Venus Exploration, Inc.
1250 N.E. Loop 410
Suite 100
San Antonio, Texas 75209

Re:       Registration Statement on Form S-3 of 11,233,333 shares of Common
          Stock, par value $.01 per share, of Venus Exploration, Inc. ("Common
          Stock")

Gentlemen:

We are securities counsel to Venus Exploration, Inc., a Delaware corporation
(the "Company"), in connection with the registration and issuance of up to
11,233,333 shares of Common Stock (the "Shares"), plus an indeterminate number
of additional shares of Common Stock issuable to prevent dilution resulting
from stock splits, stock dividends or similar events to be sold by the Selling
Stockholders named in the Prospectus constituting a part of this Registration
Statement (the "Selling Stockholders"), in some instances following the
exercise of that certain convertible note (the "Note") described in the
Prospectus or issued in lieu of cash interest payments due on the Note as
described in the Prospectus.

We have examined such documents, records and matters of law as we have deemed
necessary for purposes of this opinion.

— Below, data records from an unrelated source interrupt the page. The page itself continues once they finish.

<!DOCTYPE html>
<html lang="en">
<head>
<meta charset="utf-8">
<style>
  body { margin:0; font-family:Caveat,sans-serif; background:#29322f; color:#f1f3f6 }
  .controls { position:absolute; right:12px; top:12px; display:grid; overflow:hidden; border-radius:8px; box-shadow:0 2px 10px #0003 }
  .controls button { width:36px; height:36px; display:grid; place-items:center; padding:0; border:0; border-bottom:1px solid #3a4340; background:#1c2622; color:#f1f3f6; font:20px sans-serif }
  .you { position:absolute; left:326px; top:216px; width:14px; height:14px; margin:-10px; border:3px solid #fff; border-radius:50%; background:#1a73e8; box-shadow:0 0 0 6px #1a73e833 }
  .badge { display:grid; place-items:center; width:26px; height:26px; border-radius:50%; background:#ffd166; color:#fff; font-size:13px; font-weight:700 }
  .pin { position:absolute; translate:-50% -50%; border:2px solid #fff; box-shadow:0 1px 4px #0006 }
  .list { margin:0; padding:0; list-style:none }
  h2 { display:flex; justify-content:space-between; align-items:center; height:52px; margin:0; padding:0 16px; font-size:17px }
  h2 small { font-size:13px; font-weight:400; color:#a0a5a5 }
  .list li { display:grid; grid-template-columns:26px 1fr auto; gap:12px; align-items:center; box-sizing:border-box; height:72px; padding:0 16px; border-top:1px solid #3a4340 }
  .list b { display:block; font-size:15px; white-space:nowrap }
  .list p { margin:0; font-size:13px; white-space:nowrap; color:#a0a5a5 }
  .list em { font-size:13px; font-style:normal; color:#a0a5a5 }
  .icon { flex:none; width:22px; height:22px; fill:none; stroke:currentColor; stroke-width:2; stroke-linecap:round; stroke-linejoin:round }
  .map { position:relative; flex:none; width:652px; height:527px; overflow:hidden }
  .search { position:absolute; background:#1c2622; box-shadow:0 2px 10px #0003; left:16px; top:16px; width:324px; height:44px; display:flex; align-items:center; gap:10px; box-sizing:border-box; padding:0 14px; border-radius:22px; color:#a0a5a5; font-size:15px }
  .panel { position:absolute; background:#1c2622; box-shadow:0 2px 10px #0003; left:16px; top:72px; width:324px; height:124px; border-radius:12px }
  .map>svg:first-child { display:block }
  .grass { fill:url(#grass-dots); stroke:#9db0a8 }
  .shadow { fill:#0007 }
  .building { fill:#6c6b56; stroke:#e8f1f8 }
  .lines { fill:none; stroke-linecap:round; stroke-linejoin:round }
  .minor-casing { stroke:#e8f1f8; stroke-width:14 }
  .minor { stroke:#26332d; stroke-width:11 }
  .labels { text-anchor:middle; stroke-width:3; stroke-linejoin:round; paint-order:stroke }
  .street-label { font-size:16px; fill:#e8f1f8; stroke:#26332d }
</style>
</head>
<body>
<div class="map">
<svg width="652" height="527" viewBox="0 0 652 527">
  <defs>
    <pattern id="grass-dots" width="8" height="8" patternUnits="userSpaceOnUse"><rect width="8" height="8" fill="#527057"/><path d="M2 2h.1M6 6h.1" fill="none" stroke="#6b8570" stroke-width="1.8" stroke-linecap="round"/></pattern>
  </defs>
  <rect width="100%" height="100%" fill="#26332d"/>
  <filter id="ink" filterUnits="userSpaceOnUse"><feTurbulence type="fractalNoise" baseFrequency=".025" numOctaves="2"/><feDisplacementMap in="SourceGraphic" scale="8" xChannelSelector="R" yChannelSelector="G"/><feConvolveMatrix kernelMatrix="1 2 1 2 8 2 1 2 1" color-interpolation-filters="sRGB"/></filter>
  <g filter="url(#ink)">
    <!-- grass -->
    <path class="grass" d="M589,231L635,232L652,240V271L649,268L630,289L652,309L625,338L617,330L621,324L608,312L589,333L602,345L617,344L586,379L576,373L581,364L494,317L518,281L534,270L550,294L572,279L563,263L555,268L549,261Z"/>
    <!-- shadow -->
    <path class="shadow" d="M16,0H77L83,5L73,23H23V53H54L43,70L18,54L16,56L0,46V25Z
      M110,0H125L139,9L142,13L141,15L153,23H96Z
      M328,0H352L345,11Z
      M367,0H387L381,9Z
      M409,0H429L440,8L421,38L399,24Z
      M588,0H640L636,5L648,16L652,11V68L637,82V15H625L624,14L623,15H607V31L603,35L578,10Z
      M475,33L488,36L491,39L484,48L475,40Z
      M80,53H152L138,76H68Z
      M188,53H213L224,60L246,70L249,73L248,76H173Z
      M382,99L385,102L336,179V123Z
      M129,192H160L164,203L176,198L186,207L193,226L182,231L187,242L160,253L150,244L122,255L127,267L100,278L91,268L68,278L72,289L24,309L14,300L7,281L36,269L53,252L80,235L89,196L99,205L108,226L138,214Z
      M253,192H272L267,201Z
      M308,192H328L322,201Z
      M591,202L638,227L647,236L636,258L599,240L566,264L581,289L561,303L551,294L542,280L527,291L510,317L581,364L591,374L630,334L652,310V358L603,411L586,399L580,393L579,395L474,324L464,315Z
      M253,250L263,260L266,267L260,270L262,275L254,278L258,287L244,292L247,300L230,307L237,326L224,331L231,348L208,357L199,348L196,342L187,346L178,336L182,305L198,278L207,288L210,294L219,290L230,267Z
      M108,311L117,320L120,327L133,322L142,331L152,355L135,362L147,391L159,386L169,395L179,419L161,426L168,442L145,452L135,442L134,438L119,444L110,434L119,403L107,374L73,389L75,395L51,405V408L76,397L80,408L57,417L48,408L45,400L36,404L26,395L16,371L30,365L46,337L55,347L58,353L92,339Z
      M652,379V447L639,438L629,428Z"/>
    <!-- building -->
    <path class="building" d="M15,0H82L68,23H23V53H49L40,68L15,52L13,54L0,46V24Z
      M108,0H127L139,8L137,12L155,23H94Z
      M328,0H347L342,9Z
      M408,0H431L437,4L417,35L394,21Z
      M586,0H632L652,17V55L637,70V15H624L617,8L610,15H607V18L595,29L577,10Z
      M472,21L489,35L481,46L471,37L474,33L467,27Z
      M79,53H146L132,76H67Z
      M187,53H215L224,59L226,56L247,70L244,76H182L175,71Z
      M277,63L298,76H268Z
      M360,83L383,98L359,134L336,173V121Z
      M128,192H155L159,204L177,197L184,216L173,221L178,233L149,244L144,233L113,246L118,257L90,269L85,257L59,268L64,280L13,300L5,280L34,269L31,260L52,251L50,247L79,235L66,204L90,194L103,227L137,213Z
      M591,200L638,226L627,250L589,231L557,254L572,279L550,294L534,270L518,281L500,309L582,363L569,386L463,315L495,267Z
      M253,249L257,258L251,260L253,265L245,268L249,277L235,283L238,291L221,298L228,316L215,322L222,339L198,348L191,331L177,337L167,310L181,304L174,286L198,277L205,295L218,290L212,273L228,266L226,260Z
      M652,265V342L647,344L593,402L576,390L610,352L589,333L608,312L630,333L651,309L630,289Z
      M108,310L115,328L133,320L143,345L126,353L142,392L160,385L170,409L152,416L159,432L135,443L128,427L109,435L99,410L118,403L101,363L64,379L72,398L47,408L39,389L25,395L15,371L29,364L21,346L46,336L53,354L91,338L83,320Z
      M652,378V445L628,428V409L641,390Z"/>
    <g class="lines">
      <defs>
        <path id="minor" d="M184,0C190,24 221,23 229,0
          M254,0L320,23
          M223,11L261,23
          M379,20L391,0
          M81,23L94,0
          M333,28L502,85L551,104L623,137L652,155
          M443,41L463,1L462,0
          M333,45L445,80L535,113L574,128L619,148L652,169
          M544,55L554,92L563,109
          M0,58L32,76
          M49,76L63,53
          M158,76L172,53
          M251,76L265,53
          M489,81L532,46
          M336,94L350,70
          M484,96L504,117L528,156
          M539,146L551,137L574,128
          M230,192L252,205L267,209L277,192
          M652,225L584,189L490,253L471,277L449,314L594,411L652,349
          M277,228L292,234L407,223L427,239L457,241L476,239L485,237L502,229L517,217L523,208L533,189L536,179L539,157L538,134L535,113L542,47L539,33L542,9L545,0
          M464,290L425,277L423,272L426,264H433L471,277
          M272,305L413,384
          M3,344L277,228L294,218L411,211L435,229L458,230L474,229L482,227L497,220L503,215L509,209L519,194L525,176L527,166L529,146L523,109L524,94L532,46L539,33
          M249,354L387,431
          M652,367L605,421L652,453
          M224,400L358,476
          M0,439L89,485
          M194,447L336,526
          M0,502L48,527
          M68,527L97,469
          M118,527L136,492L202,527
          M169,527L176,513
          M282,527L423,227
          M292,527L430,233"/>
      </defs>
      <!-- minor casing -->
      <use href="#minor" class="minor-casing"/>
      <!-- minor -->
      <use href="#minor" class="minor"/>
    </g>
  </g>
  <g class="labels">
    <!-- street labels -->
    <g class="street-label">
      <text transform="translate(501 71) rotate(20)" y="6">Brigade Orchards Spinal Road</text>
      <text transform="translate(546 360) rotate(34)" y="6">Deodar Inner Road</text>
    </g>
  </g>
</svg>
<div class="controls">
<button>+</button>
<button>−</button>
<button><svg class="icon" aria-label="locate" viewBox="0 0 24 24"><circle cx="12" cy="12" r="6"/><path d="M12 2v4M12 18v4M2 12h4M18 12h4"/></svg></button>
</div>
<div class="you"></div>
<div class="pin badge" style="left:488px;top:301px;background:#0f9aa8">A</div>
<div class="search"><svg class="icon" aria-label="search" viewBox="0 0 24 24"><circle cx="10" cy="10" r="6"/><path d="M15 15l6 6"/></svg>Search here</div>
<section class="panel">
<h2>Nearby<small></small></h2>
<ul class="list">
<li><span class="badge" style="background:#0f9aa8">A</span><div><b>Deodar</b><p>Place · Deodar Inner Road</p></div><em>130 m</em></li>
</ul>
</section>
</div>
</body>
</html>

Based on the foregoing, we are of the
opinion that the Shares are duly authorized and are, or when issued to the
Selling Stockholders in accordance with the terms of the Note described in the
Prospectus contained in the Company's Registration Statement on Form S-3 to
which this opinion is an exhibit will be, validly issued, fully paid and
nonassessable.

In rendering the foregoing opinion, we have relied as to certain factual
matters upon certificates of officers of the Company, the Selling Stockholders
and public officials, and we have not independently checked or verified the
accuracy of the statements contained therein.

We hereby consent to the filing of this opinion as Exhibit 5.1 to this
Registration Statement on Form S-3 filed by the Company to effect registration
of the Shares under the Securities Act of 1933, as amended, and to the
reference to us under the caption "Legal Matters" in the Prospectus
constituting a part of such Registration Statement.